→ **Exercise goal**
Transcribe all of the records word for word, please, omitting the pictures.
:::::
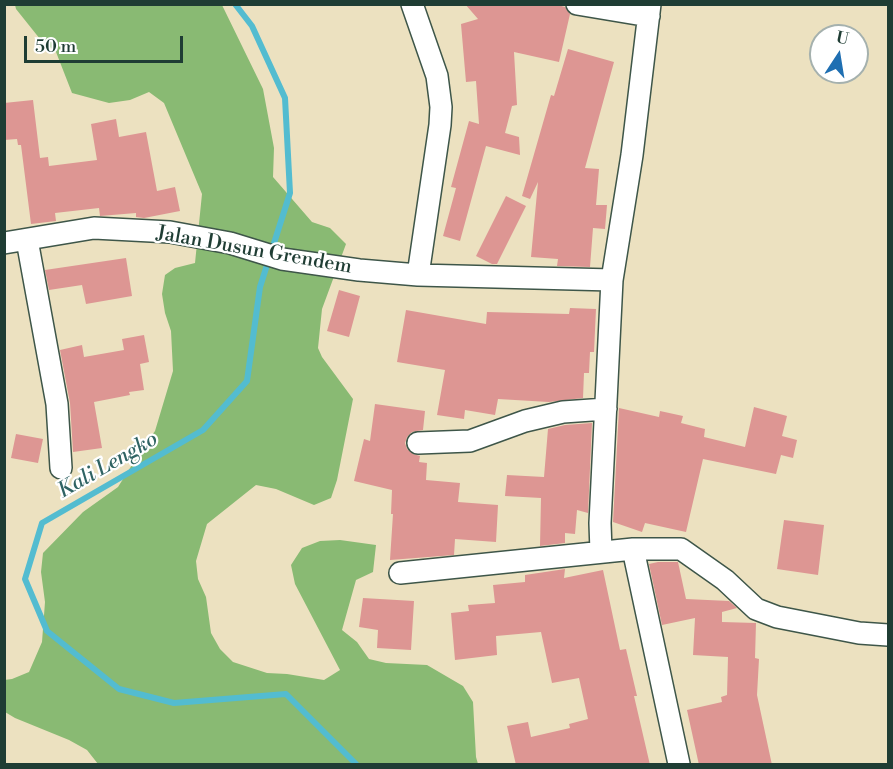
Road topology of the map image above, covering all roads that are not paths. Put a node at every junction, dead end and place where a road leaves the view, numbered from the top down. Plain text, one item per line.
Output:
1 (412, 4) edge
2 (577, 4) edge
3 (650, 10) edge
4 (27, 240) junction
5 (4, 243) edge
6 (418, 275) junction
7 (612, 280) junction
8 (606, 410) junction
9 (418, 443) dead end
10 (61, 468) dead end
11 (633, 549) junction
12 (601, 552) junction
13 (400, 573) dead end
14 (888, 635) edge
15 (679, 765) edge

1 - 6 street
2 - 3 street
3 - 7 street
4 - 5 street, Jalan Dusun Grendem
4 - 6 street, Jalan Dusun Grendem
4 - 10 street
6 - 7 street, Jalan Dusun Grendem
7 - 8 street
8 - 9 street
8 - 12 street
11 - 12 street
11 - 14 street
11 - 15 street
12 - 13 street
:::::
→ **Exercise output**
Road topology of the map image above, covering all roads that are not paths. Put a node at every junction, dead end and place where a road leaves the view, numbered from the top down. Plain text, one item per line.
Output:
1 (412, 4) edge
2 (577, 4) edge
3 (650, 10) edge
4 (27, 240) junction
5 (4, 243) edge
6 (418, 275) junction
7 (612, 280) junction
8 (606, 410) junction
9 (418, 443) dead end
10 (61, 468) dead end
11 (633, 549) junction
12 (601, 552) junction
13 (400, 573) dead end
14 (888, 635) edge
15 (679, 765) edge

1 - 6 street
2 - 3 street
3 - 7 street
4 - 5 street, Jalan Dusun Grendem
4 - 6 street, Jalan Dusun Grendem
4 - 10 street
6 - 7 street, Jalan Dusun Grendem
7 - 8 street
8 - 9 street
8 - 12 street
11 - 12 street
11 - 14 street
11 - 15 street
12 - 13 street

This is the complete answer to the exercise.